• _Information given_
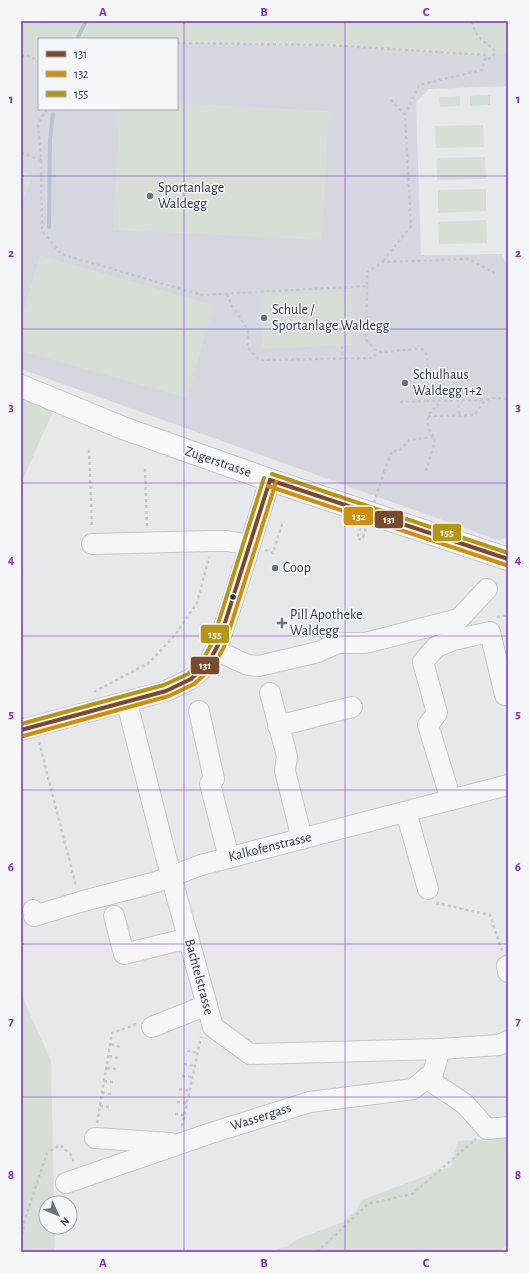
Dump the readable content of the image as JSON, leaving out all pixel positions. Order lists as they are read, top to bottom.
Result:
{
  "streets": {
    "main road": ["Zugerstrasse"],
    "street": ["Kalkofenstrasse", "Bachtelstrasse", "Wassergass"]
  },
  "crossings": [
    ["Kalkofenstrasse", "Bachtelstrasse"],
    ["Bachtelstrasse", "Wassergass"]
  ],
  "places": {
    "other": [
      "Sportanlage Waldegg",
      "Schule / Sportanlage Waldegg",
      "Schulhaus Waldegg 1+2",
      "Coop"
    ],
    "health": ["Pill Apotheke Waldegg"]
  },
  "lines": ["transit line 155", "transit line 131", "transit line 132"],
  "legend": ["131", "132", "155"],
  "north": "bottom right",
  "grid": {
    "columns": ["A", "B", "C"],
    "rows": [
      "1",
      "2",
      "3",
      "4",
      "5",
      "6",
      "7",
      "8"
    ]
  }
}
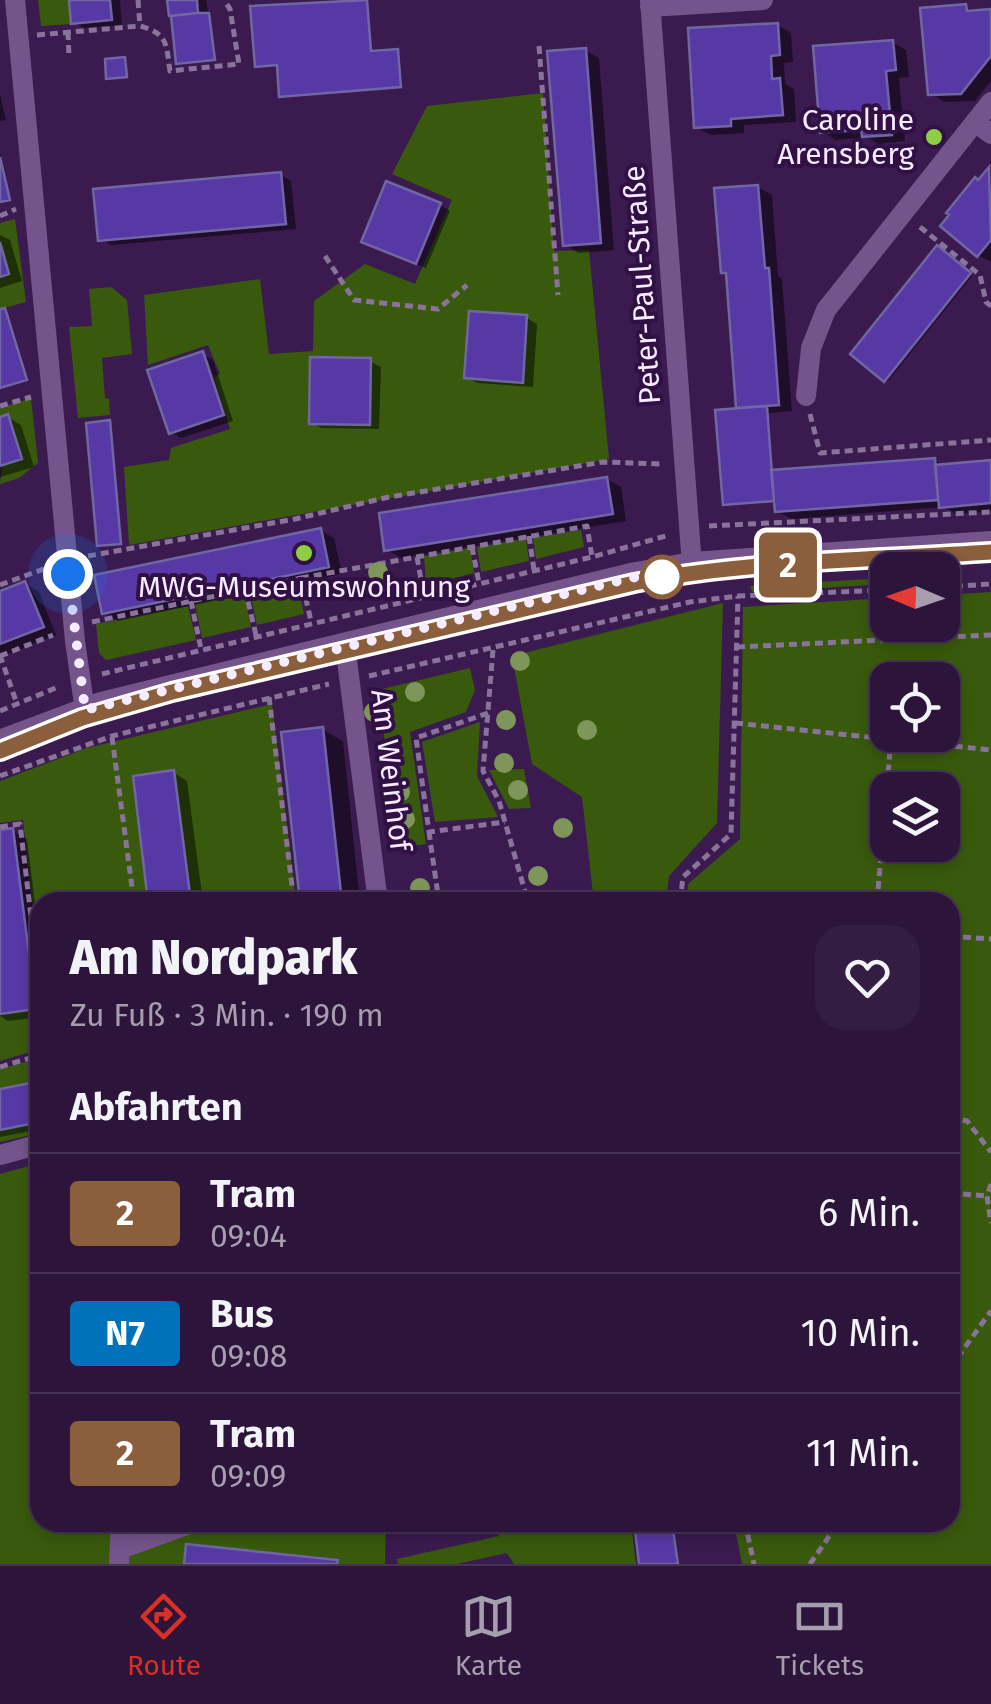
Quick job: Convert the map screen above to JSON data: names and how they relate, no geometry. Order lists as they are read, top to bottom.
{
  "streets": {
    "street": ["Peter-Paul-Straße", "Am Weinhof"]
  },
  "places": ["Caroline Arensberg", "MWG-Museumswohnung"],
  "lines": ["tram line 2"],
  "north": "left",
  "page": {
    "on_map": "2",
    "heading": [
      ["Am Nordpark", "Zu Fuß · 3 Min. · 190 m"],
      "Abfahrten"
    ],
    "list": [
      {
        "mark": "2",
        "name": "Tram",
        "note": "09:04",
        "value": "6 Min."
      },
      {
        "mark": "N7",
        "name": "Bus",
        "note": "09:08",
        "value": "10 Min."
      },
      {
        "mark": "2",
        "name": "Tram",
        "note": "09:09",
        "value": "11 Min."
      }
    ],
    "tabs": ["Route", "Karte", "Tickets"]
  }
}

• _Task to carry out_
Exclude the pictures and repeat the entries word for word.

• _Solution for this problem_
Dump the readable content of the image as JSON, leaving out all pixel positions. Order lists as they are read, top to bottom.
Result:
{
  "streets": {
    "main road": ["Zugerstrasse"],
    "street": ["Kalkofenstrasse", "Bachtelstrasse", "Wassergass"]
  },
  "crossings": [
    ["Kalkofenstrasse", "Bachtelstrasse"],
    ["Bachtelstrasse", "Wassergass"]
  ],
  "places": {
    "other": [
      "Sportanlage Waldegg",
      "Schule / Sportanlage Waldegg",
      "Schulhaus Waldegg 1+2",
      "Coop"
    ],
    "health": ["Pill Apotheke Waldegg"]
  },
  "lines": ["transit line 155", "transit line 131", "transit line 132"],
  "legend": ["131", "132", "155"],
  "north": "bottom right",
  "grid": {
    "columns": ["A", "B", "C"],
    "rows": [
      "1",
      "2",
      "3",
      "4",
      "5",
      "6",
      "7",
      "8"
    ]
  }
}
Quick job: Convert the map screen above to JSON data: names and how they relate, no geometry. Order lists as they are read, top to bottom.
{
  "streets": {
    "street": ["Peter-Paul-Straße", "Am Weinhof"]
  },
  "places": ["Caroline Arensberg", "MWG-Museumswohnung"],
  "lines": ["tram line 2"],
  "north": "left",
  "page": {
    "on_map": "2",
    "heading": [
      ["Am Nordpark", "Zu Fuß · 3 Min. · 190 m"],
      "Abfahrten"
    ],
    "list": [
      {
        "mark": "2",
        "name": "Tram",
        "note": "09:04",
        "value": "6 Min."
      },
      {
        "mark": "N7",
        "name": "Bus",
        "note": "09:08",
        "value": "10 Min."
      },
      {
        "mark": "2",
        "name": "Tram",
        "note": "09:09",
        "value": "11 Min."
      }
    ],
    "tabs": ["Route", "Karte", "Tickets"]
  }
}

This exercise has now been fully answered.